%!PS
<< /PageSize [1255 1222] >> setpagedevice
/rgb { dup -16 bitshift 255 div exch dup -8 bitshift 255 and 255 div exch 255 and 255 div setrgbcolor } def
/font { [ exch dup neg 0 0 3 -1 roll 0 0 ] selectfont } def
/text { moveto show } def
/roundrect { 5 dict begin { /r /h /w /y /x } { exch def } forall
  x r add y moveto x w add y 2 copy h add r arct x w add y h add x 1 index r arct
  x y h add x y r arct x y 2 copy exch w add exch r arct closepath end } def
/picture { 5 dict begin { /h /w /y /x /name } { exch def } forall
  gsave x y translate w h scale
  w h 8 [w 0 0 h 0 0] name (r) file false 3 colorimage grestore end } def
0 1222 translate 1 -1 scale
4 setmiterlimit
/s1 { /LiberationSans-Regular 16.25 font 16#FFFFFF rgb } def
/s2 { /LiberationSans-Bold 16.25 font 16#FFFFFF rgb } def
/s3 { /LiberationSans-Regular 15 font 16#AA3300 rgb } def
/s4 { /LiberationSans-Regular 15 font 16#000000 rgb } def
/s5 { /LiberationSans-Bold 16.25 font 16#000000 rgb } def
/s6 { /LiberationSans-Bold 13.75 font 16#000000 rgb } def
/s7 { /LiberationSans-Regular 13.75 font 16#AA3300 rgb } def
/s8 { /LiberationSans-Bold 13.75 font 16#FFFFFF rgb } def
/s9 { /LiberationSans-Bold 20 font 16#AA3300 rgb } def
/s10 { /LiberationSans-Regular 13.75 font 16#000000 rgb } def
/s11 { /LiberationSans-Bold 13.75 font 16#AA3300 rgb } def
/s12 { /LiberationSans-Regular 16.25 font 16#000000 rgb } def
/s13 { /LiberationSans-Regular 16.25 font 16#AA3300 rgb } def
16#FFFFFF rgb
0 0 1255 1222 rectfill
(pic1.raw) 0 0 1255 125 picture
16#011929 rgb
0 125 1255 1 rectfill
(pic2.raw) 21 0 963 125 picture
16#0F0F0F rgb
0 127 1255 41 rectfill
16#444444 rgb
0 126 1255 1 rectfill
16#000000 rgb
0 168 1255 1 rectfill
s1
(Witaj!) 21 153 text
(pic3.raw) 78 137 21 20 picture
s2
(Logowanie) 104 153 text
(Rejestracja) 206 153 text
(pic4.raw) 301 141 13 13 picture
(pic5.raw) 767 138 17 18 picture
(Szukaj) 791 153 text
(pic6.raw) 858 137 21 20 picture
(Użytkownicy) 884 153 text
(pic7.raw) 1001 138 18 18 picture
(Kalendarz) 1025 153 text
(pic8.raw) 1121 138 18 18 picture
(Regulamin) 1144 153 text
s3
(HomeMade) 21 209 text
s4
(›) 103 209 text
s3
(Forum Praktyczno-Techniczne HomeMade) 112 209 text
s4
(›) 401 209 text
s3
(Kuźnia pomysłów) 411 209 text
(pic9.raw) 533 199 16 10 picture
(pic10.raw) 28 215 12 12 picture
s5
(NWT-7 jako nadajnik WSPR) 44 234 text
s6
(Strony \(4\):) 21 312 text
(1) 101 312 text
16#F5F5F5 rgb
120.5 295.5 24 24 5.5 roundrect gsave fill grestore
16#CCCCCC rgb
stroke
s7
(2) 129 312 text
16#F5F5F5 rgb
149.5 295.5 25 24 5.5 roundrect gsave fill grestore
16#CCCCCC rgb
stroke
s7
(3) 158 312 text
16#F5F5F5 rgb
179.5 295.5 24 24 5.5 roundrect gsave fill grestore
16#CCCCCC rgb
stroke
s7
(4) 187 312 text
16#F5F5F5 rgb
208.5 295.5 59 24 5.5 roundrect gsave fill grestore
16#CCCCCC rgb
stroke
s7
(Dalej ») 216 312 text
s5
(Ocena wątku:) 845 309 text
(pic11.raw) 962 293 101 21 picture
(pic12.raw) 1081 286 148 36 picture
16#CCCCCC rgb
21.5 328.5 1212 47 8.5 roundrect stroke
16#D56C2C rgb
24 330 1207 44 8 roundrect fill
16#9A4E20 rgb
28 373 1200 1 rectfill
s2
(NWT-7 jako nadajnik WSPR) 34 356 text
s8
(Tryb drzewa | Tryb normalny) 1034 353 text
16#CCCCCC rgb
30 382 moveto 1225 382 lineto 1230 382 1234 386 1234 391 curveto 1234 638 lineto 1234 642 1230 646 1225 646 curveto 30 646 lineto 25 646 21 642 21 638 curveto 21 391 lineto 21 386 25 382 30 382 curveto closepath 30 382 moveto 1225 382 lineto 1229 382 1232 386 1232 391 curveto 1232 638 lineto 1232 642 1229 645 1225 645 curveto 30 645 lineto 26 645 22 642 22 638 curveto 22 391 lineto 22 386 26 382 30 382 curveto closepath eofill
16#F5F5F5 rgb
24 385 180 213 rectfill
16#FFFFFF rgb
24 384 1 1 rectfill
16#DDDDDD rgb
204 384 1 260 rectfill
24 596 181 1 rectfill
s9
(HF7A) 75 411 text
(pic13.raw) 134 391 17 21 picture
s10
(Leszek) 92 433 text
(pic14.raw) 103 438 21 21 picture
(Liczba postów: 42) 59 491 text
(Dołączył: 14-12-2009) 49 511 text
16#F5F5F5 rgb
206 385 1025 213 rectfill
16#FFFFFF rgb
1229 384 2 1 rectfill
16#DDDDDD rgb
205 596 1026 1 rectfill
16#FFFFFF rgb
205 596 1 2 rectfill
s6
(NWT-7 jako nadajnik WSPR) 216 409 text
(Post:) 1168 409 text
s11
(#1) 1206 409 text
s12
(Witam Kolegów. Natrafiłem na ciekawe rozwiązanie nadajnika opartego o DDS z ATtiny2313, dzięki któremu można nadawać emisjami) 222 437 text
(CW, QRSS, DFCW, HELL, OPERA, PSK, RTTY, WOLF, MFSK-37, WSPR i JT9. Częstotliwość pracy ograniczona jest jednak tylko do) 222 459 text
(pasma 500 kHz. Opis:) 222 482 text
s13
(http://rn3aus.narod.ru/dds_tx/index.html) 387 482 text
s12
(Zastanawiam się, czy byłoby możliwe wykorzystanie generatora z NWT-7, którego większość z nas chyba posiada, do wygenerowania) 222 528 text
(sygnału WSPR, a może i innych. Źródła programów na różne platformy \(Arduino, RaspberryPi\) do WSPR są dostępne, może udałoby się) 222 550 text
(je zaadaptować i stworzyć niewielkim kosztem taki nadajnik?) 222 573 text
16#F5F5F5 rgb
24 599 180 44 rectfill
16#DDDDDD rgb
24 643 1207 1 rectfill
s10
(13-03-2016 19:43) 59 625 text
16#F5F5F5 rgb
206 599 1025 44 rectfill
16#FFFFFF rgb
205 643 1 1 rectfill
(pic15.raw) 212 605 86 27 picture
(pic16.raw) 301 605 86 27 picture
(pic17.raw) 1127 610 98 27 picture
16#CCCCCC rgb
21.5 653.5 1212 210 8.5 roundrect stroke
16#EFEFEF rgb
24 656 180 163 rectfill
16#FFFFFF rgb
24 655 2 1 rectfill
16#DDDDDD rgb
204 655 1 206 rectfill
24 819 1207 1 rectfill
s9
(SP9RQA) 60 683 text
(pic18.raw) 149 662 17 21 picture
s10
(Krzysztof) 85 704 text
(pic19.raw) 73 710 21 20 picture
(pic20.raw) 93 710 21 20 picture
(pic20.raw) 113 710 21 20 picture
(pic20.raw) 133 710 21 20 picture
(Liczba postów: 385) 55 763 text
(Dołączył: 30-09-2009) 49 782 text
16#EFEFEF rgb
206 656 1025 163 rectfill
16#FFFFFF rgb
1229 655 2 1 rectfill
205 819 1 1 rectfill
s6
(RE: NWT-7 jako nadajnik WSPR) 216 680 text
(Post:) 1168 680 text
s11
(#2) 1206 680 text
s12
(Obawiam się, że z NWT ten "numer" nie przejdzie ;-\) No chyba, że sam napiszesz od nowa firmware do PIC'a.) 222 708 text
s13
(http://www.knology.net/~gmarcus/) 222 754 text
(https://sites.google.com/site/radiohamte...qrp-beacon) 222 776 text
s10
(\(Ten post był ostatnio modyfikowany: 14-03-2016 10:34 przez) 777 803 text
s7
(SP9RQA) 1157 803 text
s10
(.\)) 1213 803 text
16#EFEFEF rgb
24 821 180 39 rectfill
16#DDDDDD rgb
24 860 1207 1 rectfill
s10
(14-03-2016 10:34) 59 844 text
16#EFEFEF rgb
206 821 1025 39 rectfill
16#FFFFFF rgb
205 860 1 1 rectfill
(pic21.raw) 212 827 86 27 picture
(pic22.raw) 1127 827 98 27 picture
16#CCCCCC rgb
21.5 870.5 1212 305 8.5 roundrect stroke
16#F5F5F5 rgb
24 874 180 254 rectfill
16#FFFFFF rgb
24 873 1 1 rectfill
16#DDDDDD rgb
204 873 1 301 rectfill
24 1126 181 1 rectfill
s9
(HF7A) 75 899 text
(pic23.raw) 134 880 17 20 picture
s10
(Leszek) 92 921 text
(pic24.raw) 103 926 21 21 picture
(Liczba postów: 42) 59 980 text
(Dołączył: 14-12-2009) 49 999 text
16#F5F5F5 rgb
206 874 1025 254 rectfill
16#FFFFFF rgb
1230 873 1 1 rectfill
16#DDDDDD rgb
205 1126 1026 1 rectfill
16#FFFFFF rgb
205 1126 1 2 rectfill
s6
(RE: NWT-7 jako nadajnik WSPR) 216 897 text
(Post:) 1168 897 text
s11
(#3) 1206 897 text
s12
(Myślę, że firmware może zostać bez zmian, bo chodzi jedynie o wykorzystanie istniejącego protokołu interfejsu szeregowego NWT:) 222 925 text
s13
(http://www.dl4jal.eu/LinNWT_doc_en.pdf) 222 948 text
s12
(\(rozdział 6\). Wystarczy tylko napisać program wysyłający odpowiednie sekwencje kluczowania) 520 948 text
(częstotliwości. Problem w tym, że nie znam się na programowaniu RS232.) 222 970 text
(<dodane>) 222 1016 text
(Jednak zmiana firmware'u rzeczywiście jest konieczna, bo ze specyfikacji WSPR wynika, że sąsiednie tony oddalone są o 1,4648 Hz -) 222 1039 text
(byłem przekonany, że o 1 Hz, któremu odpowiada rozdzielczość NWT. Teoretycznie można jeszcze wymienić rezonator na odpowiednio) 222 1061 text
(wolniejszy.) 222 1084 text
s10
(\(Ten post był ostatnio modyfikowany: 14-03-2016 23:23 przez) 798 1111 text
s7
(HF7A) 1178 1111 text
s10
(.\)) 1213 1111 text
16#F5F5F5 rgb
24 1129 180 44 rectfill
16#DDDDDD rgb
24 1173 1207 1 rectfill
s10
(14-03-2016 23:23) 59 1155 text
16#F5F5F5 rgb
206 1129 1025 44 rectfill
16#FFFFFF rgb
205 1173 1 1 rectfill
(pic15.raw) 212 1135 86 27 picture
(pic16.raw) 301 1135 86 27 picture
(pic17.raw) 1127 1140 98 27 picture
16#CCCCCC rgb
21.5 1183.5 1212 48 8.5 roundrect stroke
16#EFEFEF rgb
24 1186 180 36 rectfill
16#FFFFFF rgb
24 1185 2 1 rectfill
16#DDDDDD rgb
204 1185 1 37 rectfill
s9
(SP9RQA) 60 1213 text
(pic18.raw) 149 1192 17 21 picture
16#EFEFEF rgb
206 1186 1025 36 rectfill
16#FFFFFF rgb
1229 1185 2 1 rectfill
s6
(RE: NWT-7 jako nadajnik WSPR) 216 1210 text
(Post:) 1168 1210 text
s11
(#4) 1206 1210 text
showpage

### Try it
Retype the entries exactly from the first line, stopping after the line with "4 setmiterlimit".

### Response area
%!PS
<< /PageSize [1255 1222] >> setpagedevice
/rgb { dup -16 bitshift 255 div exch dup -8 bitshift 255 and 255 div exch 255 and 255 div setrgbcolor } def
/font { [ exch dup neg 0 0 3 -1 roll 0 0 ] selectfont } def
/text { moveto show } def
/roundrect { 5 dict begin { /r /h /w /y /x } { exch def } forall
  x r add y moveto x w add y 2 copy h add r arct x w add y h add x 1 index r arct
  x y h add x y r arct x y 2 copy exch w add exch r arct closepath end } def
/picture { 5 dict begin { /h /w /y /x /name } { exch def } forall
  gsave x y translate w h scale
  w h 8 [w 0 0 h 0 0] name (r) file false 3 colorimage grestore end } def
0 1222 translate 1 -1 scale
4 setmiterlimit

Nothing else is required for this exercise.